Me introduje por la boca del gran tubo, entre los olores y las riadas de mierda, y tuve que encender el mechero para ver en la oscuridad. Mi intención era la de buscar algún lugar lo mas inaccesible posible y en donde, con suerte, las alimañas de las alcantarillas acabaran con mi cuerpo. No obstante, tras reptar cien metros por la corriente arriba, me encontré con una cerca de hierro, que me impedía seguir avanzando y, tras comprobar que no podía atravesarla, me apoyé contra ella y comprendí que aquel era el lugar.
Estaba encharcado. El traje, que había sido el orgullo del día, debía estar perdido, ribeteado con toda clase de detergentes, aceites, incluso excrementos. Menos mal que no había la luz suficiente para poder verlo…
Saqué las presillas de plástico del bolsillo de la chaqueta y me até a la verja de hierro oxidado: primero los pies, luego una mano, y al final, utilizando los dientes tiré de la presilla hasta inmovilizar mi otra mano.
Así, tal como si fuera el hombre de Vitruvio encadenado, me prendí para siempre y de forma que ya no podía soltarme. Si seguía lloviendo, seguramente moriría ahogado; si no lo hacía, si paraba de llover, moriría de hambre, devorado por las alimañas, y con el tiempo suficente para quizás lamentar mi decisión….
Porque era mi decisión y yo siempre había sido un hombre de palabra.
Siempre. Aunque eso, era algo que iba a quedar entre mi conciencia y la mierda que circulaba por entre mis piernas.

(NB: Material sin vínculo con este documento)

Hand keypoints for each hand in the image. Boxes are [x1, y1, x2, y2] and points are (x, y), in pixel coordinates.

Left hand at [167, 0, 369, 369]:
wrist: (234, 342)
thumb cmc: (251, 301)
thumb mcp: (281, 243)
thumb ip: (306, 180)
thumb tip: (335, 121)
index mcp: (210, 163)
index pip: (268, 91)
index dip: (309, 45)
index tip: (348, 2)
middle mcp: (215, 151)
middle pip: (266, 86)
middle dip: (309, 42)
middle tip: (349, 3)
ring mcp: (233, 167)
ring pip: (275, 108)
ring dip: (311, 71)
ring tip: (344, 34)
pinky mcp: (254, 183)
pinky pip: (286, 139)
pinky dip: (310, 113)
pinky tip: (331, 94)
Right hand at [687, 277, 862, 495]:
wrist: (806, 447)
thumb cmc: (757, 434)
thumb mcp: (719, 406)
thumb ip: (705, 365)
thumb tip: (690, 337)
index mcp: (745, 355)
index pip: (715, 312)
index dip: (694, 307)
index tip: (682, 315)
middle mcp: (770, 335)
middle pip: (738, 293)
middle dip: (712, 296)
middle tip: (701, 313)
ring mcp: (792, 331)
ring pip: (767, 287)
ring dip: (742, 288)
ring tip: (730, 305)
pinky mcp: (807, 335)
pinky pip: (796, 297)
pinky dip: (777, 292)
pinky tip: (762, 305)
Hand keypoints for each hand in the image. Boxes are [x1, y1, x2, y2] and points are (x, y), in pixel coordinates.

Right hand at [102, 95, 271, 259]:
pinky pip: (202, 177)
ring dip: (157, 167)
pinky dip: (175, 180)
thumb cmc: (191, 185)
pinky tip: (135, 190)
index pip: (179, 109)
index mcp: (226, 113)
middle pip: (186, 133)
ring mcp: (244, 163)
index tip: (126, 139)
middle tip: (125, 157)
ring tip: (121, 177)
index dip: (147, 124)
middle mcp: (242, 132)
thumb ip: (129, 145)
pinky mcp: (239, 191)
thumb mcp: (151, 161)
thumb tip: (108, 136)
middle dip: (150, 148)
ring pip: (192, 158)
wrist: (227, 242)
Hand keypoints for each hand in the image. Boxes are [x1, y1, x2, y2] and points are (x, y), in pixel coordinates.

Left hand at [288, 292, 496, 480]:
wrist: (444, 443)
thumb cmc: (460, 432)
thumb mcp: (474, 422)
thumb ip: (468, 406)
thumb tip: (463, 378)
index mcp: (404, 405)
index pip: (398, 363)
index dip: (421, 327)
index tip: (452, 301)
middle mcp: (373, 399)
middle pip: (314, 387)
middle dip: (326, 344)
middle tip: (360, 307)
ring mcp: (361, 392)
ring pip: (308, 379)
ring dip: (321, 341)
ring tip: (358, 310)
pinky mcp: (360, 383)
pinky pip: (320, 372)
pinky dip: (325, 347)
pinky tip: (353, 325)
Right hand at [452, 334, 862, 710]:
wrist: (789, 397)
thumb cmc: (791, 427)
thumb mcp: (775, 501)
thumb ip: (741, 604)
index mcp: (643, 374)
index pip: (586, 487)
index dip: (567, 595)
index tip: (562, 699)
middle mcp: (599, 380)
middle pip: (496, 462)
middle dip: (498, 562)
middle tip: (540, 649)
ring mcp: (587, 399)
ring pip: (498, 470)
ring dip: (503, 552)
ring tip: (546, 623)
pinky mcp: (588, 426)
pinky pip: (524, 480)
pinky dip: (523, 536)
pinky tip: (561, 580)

Adiós pues. Adiós apestoso mundo cruel.

2 comentarios:

Doctor Krapp dijo...

Me encantó este texto y no puedo dejar de acordarme del hombre aquel que salió a pescar e O Portiño y murió sepultado bajo las toneladas de mierda que cayeron del vertedero de Bens.

Belén Peralta dijo...

Qué aluvión de textos brillantes y, sin duda, independientemente de su enorme calidad, hechos para reflexionar.

Muy bueno lo tuyo, Suso. :-))

Besos desde la otra punta del país,

B.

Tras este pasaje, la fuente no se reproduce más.